REPUBLIKA.CO.ID, JAKARTA -- Pantun telah masuk ke dalam Representative List of the Intangible Cultural Heritage (ICH) of Humanity UNESCO atau Daftar Representatif Warisan Budaya Takbenda tentang Kemanusiaan atas usulan Indonesia dan negara sahabat, Malaysia. Menteri Pendidikan, Kebudayaan, Riset, dan Teknologi (Mendikbudristek), Nadiem Makarim, menuturkan Indonesia telah mencatat sejarah penting karena pantun diakui sebagai budaya dunia.
"Budaya telah membuktikan ia mampu menjadi pemersatu bangsa, lintas negara, bahkan menjadi simbol perdamaian. Pantun menjadi roh yang menyatu dalam masyarakat Melayu yang sarat makna dan menjadi penanda jati diri kita sebagai bangsa yang arif," jelas Nadiem dalam siaran pers, Selasa (16/8/2022).
Dia menjelaskan, pantun telah dikenal lebih dari 500 tahun yang lalu sebagai tradisi lisan masyarakat Melayu di wilayah kepulauan di Asia Tenggara. Pantun merupakan syair yang digunakan untuk mengekspresikan ide dan perasaaan juga nasihat-nasihat sejak kelahiran manusia hingga kematian.
Nadiem kemudian menyampaikan apresiasi kepada pemerintah provinsi Riau, pemerintah provinsi Kepulauan Riau, Asosiasi Tradisi Lisan, Lembaga Adat Melayu, Jabatan Warisan Negara Malaysia, dan segenap masyarakat yang telah mendukung pengusulan pantun dalam Daftar Warisan Budaya Takbenda Indonesia dalam Intangible Cultural Heritage UNESCO.
“Mari kita sama-sama menjaga kelestarian pantun demi nilai-nilai pendidikan dan kebudayaan yang luhur,” terang Nadiem. Semua itu Nadiem sampaikan dalam kesempatan penyerahan Sertifikat UNESCO untuk Pantun kepada Pemerintah Provinsi Riau, Pemerintah Provinsi Kepulauan Riau, Asosiasi Tradisi Lisan, dan Komunitas Pantun di Jakarta beberapa waktu lalu.
Senada dengan itu, Sekretaris Jenderal Kemendikbudristek, Suharti, mengakui penetapan pantun sebagai warisan budaya Indonesia, merupakan suatu kebanggaan. “Suatu kehormatan bagi kami, dapat menyerahkan langsung sertifikat pantun ini kepada perwakilan komunitas pantun dan pemerintah daerah,” jelas Suharti.
Sertifikat diberikan oleh Suharti kepada perwakilan gubernur provinsi Riau, yaitu Kepala Dinas Kebudayaan Provinsi Riau, Yoserizal; Ketua Asosiasi Tradisi Lisan, Pudentia; maestro pantun, Ali Pon dan Saparilis; serta perwakilan gubernur provinsi Kepulauan Riau, yaitu Kepala Dinas Kebudayaan Provinsi Kepulauan Riau, Juramadi Esram.

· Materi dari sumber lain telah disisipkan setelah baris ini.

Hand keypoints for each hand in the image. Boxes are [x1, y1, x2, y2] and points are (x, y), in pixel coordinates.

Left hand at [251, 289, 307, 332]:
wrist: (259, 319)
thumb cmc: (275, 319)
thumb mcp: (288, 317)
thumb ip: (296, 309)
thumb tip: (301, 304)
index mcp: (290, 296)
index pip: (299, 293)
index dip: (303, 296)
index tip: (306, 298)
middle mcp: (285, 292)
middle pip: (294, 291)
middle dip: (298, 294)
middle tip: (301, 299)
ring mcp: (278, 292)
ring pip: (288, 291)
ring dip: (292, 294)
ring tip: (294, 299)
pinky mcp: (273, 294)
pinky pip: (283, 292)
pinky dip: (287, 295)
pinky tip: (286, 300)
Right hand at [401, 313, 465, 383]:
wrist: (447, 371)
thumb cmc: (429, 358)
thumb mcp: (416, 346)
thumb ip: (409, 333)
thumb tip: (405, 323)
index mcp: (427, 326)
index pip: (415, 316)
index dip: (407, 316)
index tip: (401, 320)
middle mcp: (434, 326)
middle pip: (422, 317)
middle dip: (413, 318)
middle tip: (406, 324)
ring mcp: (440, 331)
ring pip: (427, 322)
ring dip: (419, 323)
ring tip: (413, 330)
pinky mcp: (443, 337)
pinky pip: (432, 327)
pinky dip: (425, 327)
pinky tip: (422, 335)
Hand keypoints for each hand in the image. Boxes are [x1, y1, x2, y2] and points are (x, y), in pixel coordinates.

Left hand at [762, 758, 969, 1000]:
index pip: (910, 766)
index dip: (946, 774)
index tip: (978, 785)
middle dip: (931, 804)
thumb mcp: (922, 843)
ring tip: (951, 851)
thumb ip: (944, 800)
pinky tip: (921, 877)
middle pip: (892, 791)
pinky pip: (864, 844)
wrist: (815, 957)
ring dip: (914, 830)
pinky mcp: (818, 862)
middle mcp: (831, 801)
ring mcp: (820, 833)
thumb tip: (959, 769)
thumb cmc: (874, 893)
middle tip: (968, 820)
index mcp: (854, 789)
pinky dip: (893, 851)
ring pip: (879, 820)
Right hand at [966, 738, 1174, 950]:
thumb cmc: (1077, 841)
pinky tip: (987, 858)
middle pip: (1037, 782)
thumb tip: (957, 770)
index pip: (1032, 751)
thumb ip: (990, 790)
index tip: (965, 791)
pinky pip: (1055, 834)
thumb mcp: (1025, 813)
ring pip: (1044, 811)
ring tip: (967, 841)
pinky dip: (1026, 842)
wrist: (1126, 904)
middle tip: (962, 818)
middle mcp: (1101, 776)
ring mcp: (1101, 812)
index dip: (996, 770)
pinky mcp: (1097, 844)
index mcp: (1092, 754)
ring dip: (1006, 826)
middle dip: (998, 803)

Suharti menuturkan, perjuangan pengusulan pantun merupakan langkah yang tidak singkat, dimulai pada 2016 dengan inisiasi komunitas pantun dan Asosiasi Tradisi Lisan yang tetap mengawal pengusulan hingga ditetapkan.
“Upaya pengusulan bersama diawali dengan melakukan penjajakan, komunikasi bersama dengan negara serumpun Melayu lain, di antaranya Malaysia, Brunei Darussalam, Thailand dan Filipina. Akhirnya diputuskan pengusulan bersama oleh dua negara, Indonesia dan Malaysia,” jelas Suharti.
Menjadikan pantun warisan dunia harus diawali riset untuk mengetahui kondisi terkini keberadaan pantun di Indonesia dan Malaysia. “Apalagi sebagai sebuah tradisi lisan, pewarisan nilai-nilai yang ada pada pantun pasti berbeda dengan pewarisan tradisi lainnya,” terang Suharti.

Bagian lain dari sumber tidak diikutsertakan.